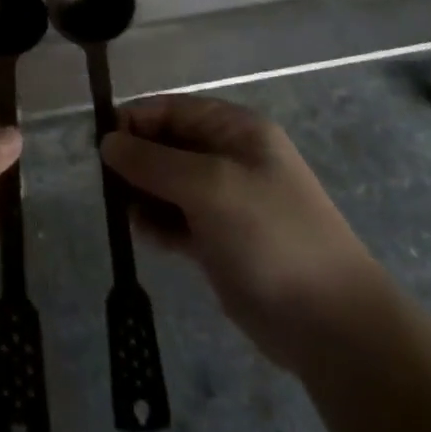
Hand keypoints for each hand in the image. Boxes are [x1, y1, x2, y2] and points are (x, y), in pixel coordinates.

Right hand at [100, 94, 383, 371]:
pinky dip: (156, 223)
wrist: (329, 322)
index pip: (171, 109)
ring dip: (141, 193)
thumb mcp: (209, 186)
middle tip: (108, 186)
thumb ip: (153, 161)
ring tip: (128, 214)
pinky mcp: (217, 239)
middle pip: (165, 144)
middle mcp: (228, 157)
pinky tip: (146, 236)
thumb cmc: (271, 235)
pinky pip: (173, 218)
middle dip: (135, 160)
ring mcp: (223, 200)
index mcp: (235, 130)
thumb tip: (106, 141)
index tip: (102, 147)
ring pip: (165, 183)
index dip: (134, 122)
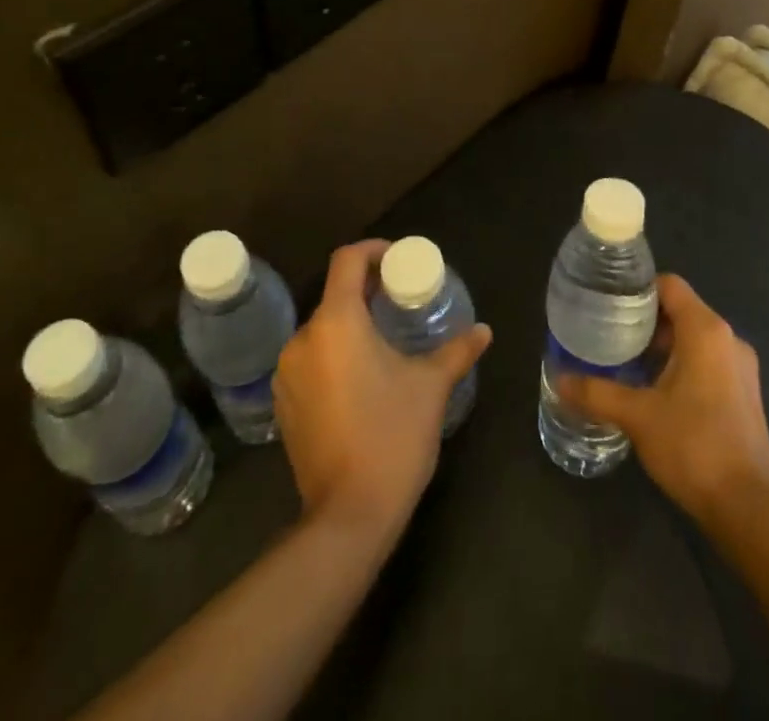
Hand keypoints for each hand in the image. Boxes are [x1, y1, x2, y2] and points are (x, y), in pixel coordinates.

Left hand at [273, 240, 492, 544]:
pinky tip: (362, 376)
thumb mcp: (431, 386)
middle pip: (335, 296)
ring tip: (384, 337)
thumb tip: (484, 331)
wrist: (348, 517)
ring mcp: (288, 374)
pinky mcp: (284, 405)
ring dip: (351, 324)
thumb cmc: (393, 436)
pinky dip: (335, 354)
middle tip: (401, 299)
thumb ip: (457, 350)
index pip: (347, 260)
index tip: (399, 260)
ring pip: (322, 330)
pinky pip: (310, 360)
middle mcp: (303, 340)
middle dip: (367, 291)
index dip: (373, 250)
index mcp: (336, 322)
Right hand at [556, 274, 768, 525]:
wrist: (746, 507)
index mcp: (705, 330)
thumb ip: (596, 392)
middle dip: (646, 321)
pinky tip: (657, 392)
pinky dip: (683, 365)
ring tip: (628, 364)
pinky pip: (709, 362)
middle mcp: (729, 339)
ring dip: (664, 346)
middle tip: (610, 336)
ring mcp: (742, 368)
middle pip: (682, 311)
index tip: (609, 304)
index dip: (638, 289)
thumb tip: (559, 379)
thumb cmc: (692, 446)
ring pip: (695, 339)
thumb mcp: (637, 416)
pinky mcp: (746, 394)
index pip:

__WHAT YOU HAVE TO DO__: Output only the stretch above from the line with "wrist: (329, 322)" through the line with "index dip: (638, 289)", reproduced exactly. Exclude pictures.

__EXERCISE RESPONSE__:
wrist: (329, 322)
index pip: (171, 109)
ring dip: (141, 193)
thumb mcp: (209, 186)
middle tip: (108, 186)
thumb ip: (153, 161)
ring tip: (128, 214)
pinky mcp: (217, 239)
middle pip: (165, 144)
middle mcp: (228, 157)
pinky tip: (146, 236)
thumb cmc: (271, 235)
pinky pip: (173, 218)
middle dip: (135, 160)
ring mcp: (223, 200)
index mcp: (235, 130)
thumb tip: (106, 141)
index tip: (102, 147)
ring pip: (165, 183)
index dip: (134, 122)
Hand keypoints for each hand in the image. Boxes are [x1, y1, x2, y2] and points are (x, y), in pixel coordinates.

Left hand at [273, 240, 492, 544]:
pinky tip: (362, 376)
thumb mcp: (431, 386)
middle pip: (335, 296)
ring tip: (384, 337)
thumb tip: (484, 331)
wrist: (348, 517)
ring mcp: (288, 374)
pinky mcp: (284, 405)
ring dip: (351, 324)
thumb cmc: (393, 436)
pinky dip: (335, 354)
middle tip: (401, 299)
thumb ip: (457, 350)
index pip: (347, 260)
index tip: (399, 260)
ring pip: (322, 330)
pinky pip: (310, 360)
middle mcp: (303, 340)
middle dip: (367, 291)
index dip: (373, 250)
index mcp: (336, 322)
Right hand at [556, 274, 768, 525]:
wrist: (746, 507)
index mcp: (705, 330)
thumb ip: (596, 392)
middle dip: (646, 321)
pinky tip: (657, 392)
pinky dip: (683, 365)
ring tip: (628, 364)
pinky pip: (709, 362)
middle mcp: (729, 339)
ring dip: (664, 346)
middle tip: (610, 336)
ring mcp: (742, 368)
middle pip: (682, 311)
index tip: (609, 304)
index dip: (638, 289)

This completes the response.